Complex columns in general start with a single byte for the column header to indicate what kind of column it is. 1 = LOB pointer, 2 = row-overflow pointer, 5 = sparse vector.
Foreign Keys and Indexes
Foreign key constraints in SQL Server are not indexes and do not automatically create indexes in the referenced tables. Now suppose that you have added a foreign key constraint to prevent deletion of a record if there is a reference to it in another table. When this constraint is in place, every time you do a delete of a record in the parent table, SQL server has to join to the referencing table to make sure there are no references to the record you are trying to delete. And if this foreign column has no index on it, then this join has to do a table scan as opposed to an index lookup, which can be incredibly slow. In general, you need to be wary of this with foreign key constraints and almost always make sure that the foreign columns have indexes created.
Heaps and Fragmentation
When a table does not have a clustered index, the rows in the data pages are stored as a heap, where the rows have no particular order. Rows are usually added to the end of the heap in the order that they are inserted, but may sometimes be inserted into free space in between existing rows. If a row is updated such that it has to grow (increase in variable length data), then the row is taken out of its current position and moved to the end of the heap, and the slot array is updated to show the new position of the row. If there is no space on the current page for the updated row, then the record becomes a forwarding stub to the actual record which is moved to a different page, so that the RID values in the indexes don't have to change (which would cause a lot of extra logging). If a row is deleted, then the deleted row is simply cleared from the slot array by writing a zero to the slot array position. Heaps do not get automatically compacted, and over time they can become very fragmented.
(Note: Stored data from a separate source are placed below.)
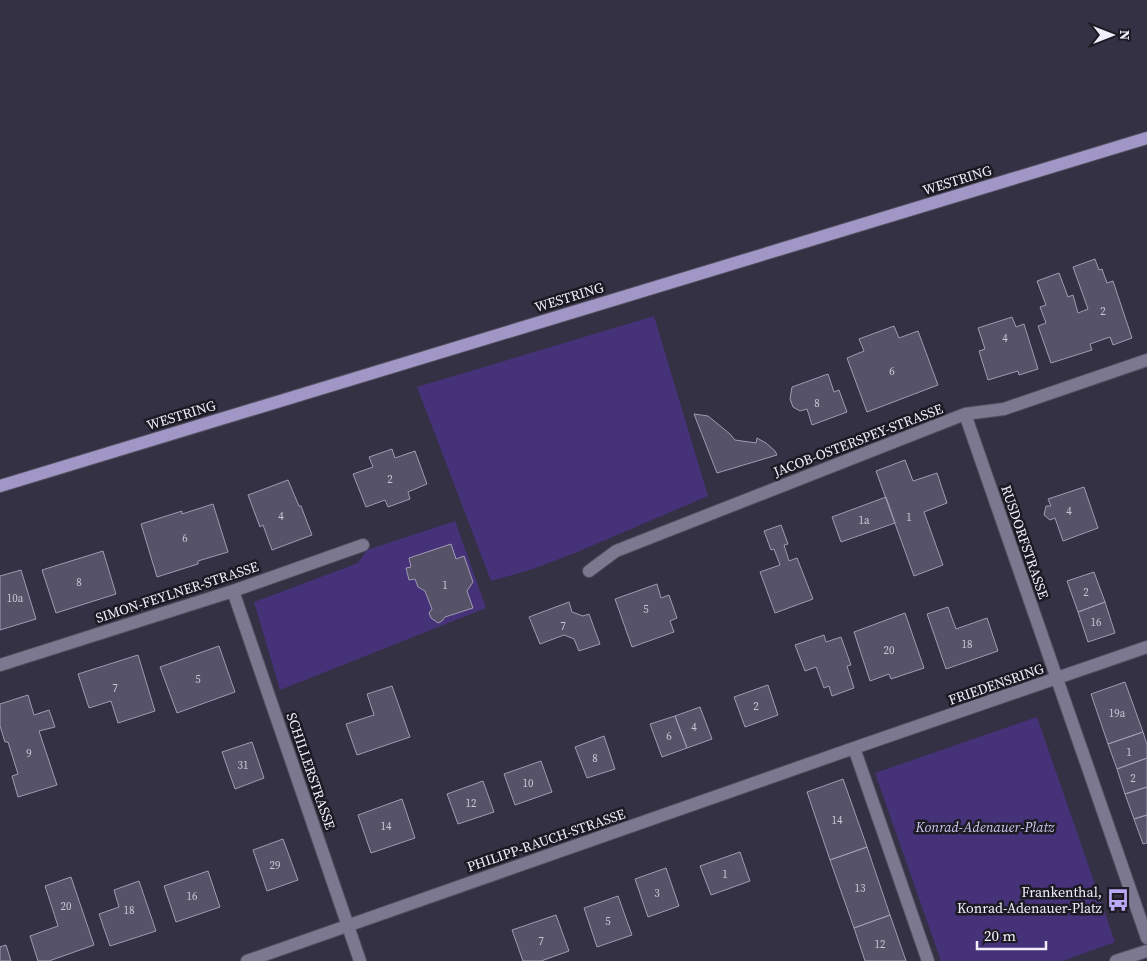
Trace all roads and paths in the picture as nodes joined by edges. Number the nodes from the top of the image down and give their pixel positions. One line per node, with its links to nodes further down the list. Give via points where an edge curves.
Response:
1 (1147, 138): 4 (main road, WESTRING)
2 (1147, 360): 3 (street, JACOB-OSTERSPEY-STRASSE, via 1004,409)
3 (965, 414): 6 (street, JACOB-OSTERSPEY-STRASSE, via 616,550); 10 (street, RUSDORFSTRASSE)
4 (0, 486)
5 (362, 545): 7 (street, SIMON-FEYLNER-STRASSE)
6 (589, 571)
7 (233, 591): 9 (street, SIMON-FEYLNER-STRASSE); 12 (street, SCHILLERSTRASSE)
8 (1147, 648): 10 (street, FRIEDENSRING)
9 (0, 665)
10 (1057, 678): 11 (street, FRIEDENSRING); 13 (street)
11 (854, 748): 12 (street, PHILIPP-RAUCH-STRASSE); 17 (street)
12 (348, 926): 15 (street, PHILIPP-RAUCH-STRASSE); 16 (street, SCHILLERSTRASSE)
13 (1147, 938)
14 (1147, 952): 18 (street)
15 (247, 961)
16 (360, 961)
17 (928, 961)
18 (1116, 961)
Indexes and the Fill Factor
Indexes are stored a B-trees, and when the index is initially created, a page will have a maximum number of index rows that it can hold. By default, SQL server will try to fill each page to capacity to minimize the number of pages needed overall and minimize the size of the index. However, a completely full index causes a large initial number of page splits as rows are updated or deleted. Specifying a fill factor of less than 100 percent causes SQL server to fill each page to less than capacity when the page is index is initially created or rebuilt. This may be good for speed in the short term for tables with lots of write activity. It is only of temporary value because eventually all index pages average around 75%
As mentioned in the section on heaps, if a row in a heap grows too much to fit on its original page any longer, it will be replaced with a 9-byte forwarding stub. This stub is simply the Status Byte A (1 byte) which will be 0x04, followed by the new RID of the actual record (8 bytes). Note that tables with clustered indexes do not have or need forwarding stubs, since these tables reference records by the clustered index key rather than the RID value.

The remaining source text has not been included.